The original question was basically what is wrong with the idea of free health care?
The only things wrong that I can see is first the framing of the question. It is not free. The social systems used by various countries have economic infrastructures that have to support the health care system, through taxes, and, or state owned entities that are capable of generating lots if capital.
They tend to be led politically, and have a working bureaucracy.
They are subject to mismanagement, and corruption.
None of these reasons are valid reasons to say no to social medicine.
Individually there is little difference between the cost of insurance, and out of pocket cost, when compared to a tax. It already effects my income.
I am labeled a liberal and a leftist, but my life is so conservative that it puzzles me why anyone would label any politician a conservative? The only application that I can find is that they tend to be resistant to change.
So, in that regard moving from a quasi capitalist system to a full socialist system might be viewed as too large a change.
Mismanagement, and corruption exist in any system. At best we can only hope to control it. A social medical system would localize both mismanagement and corruption making them easier to deal with. It would also make dealing with them more cost effective.

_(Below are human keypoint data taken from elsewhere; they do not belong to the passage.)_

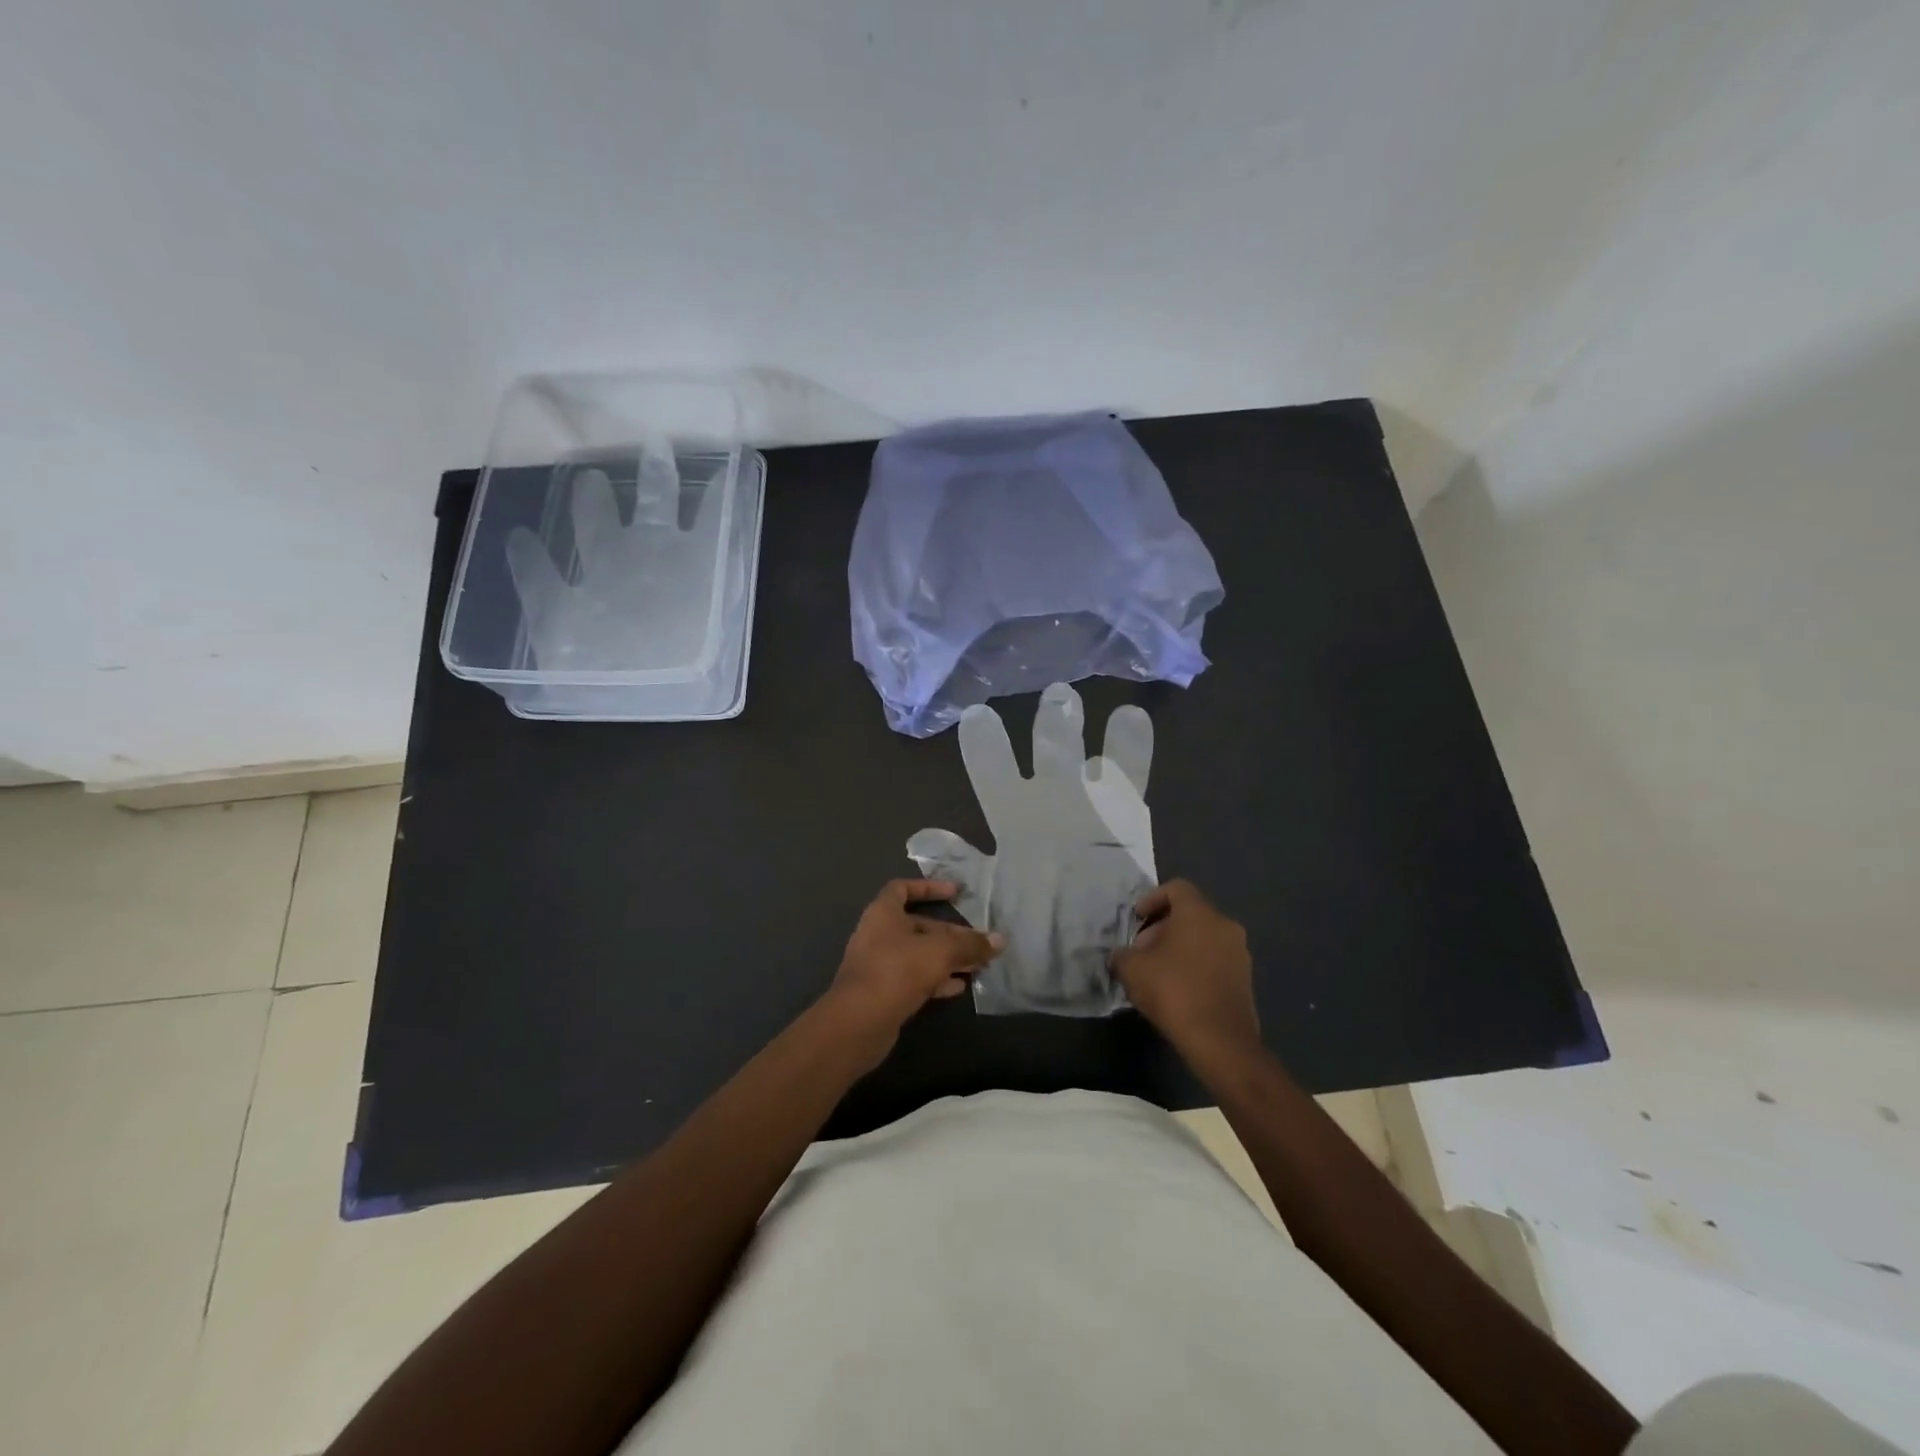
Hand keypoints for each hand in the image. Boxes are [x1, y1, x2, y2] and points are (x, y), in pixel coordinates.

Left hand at [822, 880, 1002, 1064]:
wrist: (858, 1023)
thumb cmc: (896, 971)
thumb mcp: (940, 952)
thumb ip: (970, 945)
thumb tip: (1000, 940)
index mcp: (883, 913)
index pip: (903, 888)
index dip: (929, 888)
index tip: (956, 893)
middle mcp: (878, 935)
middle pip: (918, 926)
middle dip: (950, 934)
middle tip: (978, 942)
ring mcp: (879, 965)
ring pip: (919, 955)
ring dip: (946, 959)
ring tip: (977, 966)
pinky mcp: (883, 993)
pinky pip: (914, 978)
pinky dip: (936, 980)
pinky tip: (959, 987)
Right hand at [1111, 880, 1259, 1064]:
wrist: (1220, 1041)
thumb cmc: (1174, 991)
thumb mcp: (1132, 970)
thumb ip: (1122, 955)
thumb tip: (1121, 956)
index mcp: (1199, 913)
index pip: (1176, 888)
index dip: (1152, 899)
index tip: (1136, 919)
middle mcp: (1224, 925)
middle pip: (1190, 913)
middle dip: (1162, 927)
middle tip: (1142, 950)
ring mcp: (1240, 952)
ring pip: (1204, 937)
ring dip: (1179, 947)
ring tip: (1158, 972)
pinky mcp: (1246, 978)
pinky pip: (1215, 959)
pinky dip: (1196, 964)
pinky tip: (1178, 989)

Bureaucracies, tend to stabilize a system, and in my opinion theirs is the only resistance to change that we should have to deal with.
Effective social change is too difficult to accomplish politically. Politically the only thing resistant to change should be the laws that they enact. When they effect social change effort should be made to accomplish the goal, but all there is, is resistance.
We shouldn't still be fighting over is the health care plan right or wrong. It was voted on and said to be constitutional. We should be figuring out what problems it does not solve, which problems it causes, and fix them.
Not one corporation would have achieved the success they enjoy if every time they made a decision their competition were allowed to second guess their decisions, and interfere.
Personally, I would prefer a social medical care system, but this quasi capitalist system is what we have. I don't like having to constantly live conservatively, but it is my nature to do so. It is my not having a choice that bothers me.
And that is the answer to the original question. It is not that we wouldn't preferer free medicine it is that we don't have that choice. We have to choose from the choices we are given. It is not a matter of preference.